### [TO DO]
Go through the entries below and copy each line containing the word "Majorana".

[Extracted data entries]
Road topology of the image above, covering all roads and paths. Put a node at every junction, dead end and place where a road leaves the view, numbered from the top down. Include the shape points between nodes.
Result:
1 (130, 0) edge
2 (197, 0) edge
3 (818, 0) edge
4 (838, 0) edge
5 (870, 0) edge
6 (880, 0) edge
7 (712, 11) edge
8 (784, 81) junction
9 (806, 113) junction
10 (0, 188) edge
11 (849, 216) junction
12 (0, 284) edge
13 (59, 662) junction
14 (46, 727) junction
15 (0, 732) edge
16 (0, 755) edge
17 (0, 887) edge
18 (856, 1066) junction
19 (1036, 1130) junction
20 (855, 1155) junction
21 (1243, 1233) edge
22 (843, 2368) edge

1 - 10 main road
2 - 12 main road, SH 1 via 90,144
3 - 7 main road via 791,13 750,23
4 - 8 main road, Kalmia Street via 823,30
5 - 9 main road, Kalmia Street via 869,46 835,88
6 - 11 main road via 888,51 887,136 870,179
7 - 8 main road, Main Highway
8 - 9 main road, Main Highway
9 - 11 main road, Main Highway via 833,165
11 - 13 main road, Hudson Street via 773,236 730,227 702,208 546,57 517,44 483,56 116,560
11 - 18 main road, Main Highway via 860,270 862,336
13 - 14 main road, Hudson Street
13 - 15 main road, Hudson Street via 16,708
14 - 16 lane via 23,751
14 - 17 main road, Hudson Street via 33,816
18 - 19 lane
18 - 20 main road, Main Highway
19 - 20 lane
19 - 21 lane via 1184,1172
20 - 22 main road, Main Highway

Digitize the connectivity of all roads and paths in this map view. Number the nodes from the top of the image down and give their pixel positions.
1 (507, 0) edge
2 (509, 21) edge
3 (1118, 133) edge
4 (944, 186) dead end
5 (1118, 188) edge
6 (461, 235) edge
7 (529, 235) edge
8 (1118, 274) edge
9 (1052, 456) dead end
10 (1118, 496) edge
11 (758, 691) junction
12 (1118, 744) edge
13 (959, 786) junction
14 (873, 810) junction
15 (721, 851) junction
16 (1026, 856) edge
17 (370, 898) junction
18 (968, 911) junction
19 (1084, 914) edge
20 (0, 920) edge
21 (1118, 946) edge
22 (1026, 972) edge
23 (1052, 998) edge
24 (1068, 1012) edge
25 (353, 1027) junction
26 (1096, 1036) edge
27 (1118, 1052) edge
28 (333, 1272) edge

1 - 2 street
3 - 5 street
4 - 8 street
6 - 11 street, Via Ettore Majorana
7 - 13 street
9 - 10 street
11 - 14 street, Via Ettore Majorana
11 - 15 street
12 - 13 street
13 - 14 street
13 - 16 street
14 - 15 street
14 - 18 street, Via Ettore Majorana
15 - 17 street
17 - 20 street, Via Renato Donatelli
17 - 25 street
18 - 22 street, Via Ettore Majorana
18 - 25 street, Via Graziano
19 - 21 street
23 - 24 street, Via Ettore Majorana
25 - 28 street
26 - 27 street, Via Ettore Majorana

### [EXERCISE RESPONSE]
6 - 11 street, Via Ettore Majorana
11 - 14 street, Via Ettore Majorana
14 - 18 street, Via Ettore Majorana
18 - 22 street, Via Ettore Majorana
23 - 24 street, Via Ettore Majorana
26 - 27 street, Via Ettore Majorana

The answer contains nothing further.